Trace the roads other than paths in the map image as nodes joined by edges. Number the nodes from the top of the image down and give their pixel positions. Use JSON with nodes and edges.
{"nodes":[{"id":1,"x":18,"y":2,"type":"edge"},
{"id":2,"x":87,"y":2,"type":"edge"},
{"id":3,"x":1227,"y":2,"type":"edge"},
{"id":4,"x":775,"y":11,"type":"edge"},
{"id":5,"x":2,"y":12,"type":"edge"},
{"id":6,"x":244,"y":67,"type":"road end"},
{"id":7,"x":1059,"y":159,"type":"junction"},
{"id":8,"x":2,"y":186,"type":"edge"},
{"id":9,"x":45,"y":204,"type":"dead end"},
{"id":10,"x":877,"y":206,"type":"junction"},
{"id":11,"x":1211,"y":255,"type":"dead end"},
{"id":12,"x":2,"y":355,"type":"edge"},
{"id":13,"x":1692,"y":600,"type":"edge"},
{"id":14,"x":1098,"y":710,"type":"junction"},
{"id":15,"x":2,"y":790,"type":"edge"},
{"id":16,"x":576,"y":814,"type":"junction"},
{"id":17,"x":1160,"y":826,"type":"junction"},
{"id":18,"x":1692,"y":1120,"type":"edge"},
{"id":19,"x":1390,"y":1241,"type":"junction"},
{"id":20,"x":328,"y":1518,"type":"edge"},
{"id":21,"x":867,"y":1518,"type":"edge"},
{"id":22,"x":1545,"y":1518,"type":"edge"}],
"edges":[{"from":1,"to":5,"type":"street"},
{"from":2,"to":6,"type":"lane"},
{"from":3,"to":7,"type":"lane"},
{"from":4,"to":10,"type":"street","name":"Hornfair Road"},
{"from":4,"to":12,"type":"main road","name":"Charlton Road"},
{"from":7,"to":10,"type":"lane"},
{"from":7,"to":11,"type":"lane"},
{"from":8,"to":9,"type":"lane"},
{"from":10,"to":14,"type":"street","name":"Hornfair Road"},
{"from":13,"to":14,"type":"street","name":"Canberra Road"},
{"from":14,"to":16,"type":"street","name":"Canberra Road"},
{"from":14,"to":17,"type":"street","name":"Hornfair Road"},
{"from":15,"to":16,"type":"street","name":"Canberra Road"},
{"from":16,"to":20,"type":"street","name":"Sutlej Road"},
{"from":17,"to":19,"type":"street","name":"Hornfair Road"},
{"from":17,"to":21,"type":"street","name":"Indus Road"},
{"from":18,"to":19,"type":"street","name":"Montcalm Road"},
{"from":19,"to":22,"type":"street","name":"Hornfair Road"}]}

TASK OBJECTIVE: Each record should be transcribed exactly as it was written.

TASK ANSWER:
Trace the roads other than paths in the map image as nodes joined by edges. Number the nodes from the top of the image down and give their pixel positions. Use JSON with nodes and edges.
{"nodes":[{"id":1,"x":18,"y":2,"type":"edge"},
{"id":2,"x":87,"y":2,"type":"edge"},
{"id":3,"x":1227,"y":2,"type":"edge"},
{"id":4,"x":775,"y":11,"type":"edge"},
{"id":5,"x":2,"y":12,"type":"edge"},
{"id":6,"x":244,"y":67,"type":"road end"},
{"id":7,"x":1059,"y":159,"type":"junction"},
{"id":8,"x":2,"y":186,"type":"edge"},
{"id":9,"x":45,"y":204,"type":"dead end"},
{"id":10,"x":877,"y":206,"type":"junction"},
{"id":11,"x":1211,"y":255,"type":"dead end"},
{"id":12,"x":2,"y":355,"type":"edge"},
{"id":13,"x":1692,"y":600,"type":"edge"},
{"id":14,"x":1098,"y":710,"type":"junction"},
{"id":15,"x":2,"y":790,"type":"edge"},
{"id":16,"x":576,"y":814,"type":"junction"},
{"id":17,"x":1160,"y":826,"type":"junction"},
{"id":18,"x":1692,"y":1120,"type":"edge"},
{"id":19,"x":1390,"y":1241,"type":"junction"},
{"id":20,"x":328,"y":1518,"type":"edge"},
{"id":21,"x":867,"y":1518,"type":"edge"},
{"id":22,"x":1545,"y":1518,"type":"edge"}],
"edges":[{"from":1,"to":5,"type":"street"},
{"from":2,"to":6,"type":"lane"},
{"from":3,"to":7,"type":"lane"},
{"from":4,"to":10,"type":"street","name":"Hornfair Road"},
{"from":4,"to":12,"type":"main road","name":"Charlton Road"},
{"from":7,"to":10,"type":"lane"},
{"from":7,"to":11,"type":"lane"},
{"from":8,"to":9,"type":"lane"},
{"from":10,"to":14,"type":"street","name":"Hornfair Road"},
{"from":13,"to":14,"type":"street","name":"Canberra Road"},
{"from":14,"to":16,"type":"street","name":"Canberra Road"},
{"from":14,"to":17,"type":"street","name":"Hornfair Road"},
{"from":15,"to":16,"type":"street","name":"Canberra Road"},
{"from":16,"to":20,"type":"street","name":"Sutlej Road"},
{"from":17,"to":19,"type":"street","name":"Hornfair Road"},
{"from":17,"to":21,"type":"street","name":"Indus Road"},
{"from":18,"to":19,"type":"street","name":"Montcalm Road"},
{"from":19,"to":22,"type":"street","name":"Hornfair Road"}]}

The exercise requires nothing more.